Extracted data entries ▸

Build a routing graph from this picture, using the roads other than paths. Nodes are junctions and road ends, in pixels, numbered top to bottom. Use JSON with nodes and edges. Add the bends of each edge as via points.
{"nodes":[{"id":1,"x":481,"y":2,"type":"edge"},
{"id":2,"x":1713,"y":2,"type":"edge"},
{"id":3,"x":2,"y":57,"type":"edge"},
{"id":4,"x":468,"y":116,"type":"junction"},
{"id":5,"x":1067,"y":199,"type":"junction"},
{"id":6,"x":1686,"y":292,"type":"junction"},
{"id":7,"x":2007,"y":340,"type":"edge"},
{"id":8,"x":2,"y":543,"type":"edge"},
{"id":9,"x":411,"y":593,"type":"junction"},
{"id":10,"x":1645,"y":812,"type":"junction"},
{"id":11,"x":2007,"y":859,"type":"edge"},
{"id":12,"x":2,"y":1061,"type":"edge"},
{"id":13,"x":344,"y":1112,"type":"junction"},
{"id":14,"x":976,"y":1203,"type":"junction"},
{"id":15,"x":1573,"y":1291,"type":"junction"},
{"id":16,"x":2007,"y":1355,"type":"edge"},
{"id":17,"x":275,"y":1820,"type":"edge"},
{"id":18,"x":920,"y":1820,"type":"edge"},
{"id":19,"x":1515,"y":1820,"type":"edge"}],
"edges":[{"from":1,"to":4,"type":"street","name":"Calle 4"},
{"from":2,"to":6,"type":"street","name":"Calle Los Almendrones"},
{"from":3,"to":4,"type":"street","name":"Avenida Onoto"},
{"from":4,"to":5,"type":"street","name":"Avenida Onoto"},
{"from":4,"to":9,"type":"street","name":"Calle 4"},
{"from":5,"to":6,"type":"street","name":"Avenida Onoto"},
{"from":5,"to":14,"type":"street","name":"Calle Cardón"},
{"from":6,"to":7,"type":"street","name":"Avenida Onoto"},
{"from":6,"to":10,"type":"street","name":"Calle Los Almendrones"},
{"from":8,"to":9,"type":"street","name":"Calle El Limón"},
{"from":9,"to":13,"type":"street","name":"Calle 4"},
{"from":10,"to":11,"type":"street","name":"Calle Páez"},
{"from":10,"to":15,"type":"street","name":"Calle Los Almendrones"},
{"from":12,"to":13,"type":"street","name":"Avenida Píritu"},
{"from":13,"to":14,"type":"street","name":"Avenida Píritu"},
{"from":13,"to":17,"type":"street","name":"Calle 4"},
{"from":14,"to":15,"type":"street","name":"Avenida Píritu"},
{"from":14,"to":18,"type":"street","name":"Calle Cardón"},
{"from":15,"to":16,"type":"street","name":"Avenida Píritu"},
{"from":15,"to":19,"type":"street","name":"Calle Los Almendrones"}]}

WHAT NEEDS TO BE DONE ▸
Look through the data above and report every line in which "Avenida" appears.

OUTPUT FOR THIS EXERCISE ▸
{"from":3,"to":4,"type":"street","name":"Avenida Onoto"},
{"from":4,"to":5,"type":"street","name":"Avenida Onoto"},
{"from":5,"to":6,"type":"street","name":"Avenida Onoto"},
{"from":6,"to":7,"type":"street","name":"Avenida Onoto"},
{"from":12,"to":13,"type":"street","name":"Avenida Píritu"},
{"from":13,"to":14,"type":"street","name":"Avenida Píritu"},
{"from":14,"to":15,"type":"street","name":"Avenida Píritu"},
{"from":15,"to":16,"type":"street","name":"Avenida Píritu"},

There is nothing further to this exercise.